How to complete this task:
Match the word "Daalstraat". Return each line of the data below where it appears.

(Records from a collection)
§ §

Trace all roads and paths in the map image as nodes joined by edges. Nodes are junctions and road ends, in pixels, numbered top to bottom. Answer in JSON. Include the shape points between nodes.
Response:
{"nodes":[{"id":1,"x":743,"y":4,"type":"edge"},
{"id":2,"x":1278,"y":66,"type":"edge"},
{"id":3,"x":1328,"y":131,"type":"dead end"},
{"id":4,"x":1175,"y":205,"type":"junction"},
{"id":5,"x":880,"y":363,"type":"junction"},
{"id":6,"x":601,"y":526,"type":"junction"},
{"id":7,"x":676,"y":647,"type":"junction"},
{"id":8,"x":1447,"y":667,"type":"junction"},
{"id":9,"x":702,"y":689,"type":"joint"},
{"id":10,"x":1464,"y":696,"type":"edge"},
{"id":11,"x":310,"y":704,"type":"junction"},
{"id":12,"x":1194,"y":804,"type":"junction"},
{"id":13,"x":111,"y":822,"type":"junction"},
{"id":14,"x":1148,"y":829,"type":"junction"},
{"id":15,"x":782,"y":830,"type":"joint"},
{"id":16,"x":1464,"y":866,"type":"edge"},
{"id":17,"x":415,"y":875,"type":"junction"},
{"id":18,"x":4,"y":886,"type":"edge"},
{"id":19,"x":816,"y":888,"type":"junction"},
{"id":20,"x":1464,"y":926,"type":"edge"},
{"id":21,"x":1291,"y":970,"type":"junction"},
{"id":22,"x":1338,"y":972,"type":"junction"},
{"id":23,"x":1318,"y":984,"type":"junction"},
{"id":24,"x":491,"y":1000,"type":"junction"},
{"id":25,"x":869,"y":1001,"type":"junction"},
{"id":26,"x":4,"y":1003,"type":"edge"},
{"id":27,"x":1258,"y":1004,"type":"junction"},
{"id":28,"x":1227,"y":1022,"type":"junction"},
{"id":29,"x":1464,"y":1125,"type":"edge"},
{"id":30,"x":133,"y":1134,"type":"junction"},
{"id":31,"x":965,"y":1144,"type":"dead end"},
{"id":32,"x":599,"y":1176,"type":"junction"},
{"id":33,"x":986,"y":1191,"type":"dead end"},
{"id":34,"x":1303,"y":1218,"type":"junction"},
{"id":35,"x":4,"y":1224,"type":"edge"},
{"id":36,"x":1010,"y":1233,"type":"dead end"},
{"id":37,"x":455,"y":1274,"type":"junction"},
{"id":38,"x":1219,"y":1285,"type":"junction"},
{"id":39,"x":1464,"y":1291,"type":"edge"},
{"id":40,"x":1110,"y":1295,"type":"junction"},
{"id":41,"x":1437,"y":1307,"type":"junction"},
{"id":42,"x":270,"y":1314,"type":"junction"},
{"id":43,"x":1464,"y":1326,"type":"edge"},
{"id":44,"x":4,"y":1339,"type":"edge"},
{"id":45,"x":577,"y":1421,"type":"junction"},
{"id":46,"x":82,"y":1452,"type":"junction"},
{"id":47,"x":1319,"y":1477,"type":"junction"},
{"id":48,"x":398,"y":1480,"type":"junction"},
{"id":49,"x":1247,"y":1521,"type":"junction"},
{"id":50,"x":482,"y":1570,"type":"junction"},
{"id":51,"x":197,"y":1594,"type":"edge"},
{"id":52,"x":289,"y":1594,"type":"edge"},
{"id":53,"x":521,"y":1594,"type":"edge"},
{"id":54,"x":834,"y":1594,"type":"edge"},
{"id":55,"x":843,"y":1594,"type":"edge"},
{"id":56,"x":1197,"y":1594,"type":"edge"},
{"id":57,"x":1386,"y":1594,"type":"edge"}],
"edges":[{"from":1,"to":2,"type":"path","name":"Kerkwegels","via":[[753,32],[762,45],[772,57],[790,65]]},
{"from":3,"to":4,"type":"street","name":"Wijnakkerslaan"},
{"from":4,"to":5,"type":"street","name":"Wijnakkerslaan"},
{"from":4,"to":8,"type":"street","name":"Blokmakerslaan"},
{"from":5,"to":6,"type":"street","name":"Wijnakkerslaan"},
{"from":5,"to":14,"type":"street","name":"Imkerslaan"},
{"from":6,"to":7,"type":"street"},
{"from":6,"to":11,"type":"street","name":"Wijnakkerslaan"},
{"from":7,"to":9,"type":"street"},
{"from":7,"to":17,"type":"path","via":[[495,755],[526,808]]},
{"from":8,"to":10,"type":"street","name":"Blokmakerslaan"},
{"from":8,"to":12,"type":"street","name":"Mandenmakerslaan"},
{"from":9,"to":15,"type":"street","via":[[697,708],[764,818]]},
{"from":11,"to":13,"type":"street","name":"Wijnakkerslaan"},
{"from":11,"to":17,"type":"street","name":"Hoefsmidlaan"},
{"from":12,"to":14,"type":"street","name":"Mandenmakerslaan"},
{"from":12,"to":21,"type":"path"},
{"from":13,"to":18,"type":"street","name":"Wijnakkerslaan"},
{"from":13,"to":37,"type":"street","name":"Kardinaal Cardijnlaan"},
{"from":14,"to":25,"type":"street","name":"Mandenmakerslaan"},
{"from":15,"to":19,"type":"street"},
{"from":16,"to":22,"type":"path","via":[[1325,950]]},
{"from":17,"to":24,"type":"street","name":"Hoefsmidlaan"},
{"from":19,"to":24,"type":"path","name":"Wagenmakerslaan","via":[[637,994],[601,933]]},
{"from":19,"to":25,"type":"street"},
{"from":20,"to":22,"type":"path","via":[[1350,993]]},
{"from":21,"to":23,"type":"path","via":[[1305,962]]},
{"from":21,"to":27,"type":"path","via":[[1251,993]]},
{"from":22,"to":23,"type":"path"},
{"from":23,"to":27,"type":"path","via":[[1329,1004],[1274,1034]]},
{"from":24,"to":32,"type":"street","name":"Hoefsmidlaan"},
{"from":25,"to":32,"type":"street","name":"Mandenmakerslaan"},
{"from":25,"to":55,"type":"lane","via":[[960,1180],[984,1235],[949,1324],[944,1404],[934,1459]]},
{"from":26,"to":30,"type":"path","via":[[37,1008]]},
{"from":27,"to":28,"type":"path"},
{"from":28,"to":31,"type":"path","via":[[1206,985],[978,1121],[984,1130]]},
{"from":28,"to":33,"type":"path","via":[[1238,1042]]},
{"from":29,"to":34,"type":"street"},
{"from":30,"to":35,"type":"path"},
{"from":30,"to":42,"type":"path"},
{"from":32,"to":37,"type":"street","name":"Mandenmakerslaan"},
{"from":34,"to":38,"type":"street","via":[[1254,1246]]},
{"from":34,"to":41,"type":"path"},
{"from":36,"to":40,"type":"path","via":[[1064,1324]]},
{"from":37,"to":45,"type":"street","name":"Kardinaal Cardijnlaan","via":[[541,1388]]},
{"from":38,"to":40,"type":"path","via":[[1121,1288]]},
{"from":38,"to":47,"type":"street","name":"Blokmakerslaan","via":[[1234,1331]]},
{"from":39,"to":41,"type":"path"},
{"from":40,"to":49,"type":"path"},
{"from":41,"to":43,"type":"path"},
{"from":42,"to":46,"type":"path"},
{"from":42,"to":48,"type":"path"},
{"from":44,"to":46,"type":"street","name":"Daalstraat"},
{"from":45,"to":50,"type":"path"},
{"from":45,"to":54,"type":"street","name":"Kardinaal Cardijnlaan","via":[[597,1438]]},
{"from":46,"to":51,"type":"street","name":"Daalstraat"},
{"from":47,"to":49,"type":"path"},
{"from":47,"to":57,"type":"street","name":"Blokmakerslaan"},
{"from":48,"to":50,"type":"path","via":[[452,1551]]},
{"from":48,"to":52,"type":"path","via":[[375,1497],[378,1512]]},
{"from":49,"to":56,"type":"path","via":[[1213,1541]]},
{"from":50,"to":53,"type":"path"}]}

§ §

Reply:
{"from":44,"to":46,"type":"street","name":"Daalstraat"},
{"from":46,"to":51,"type":"street","name":"Daalstraat"},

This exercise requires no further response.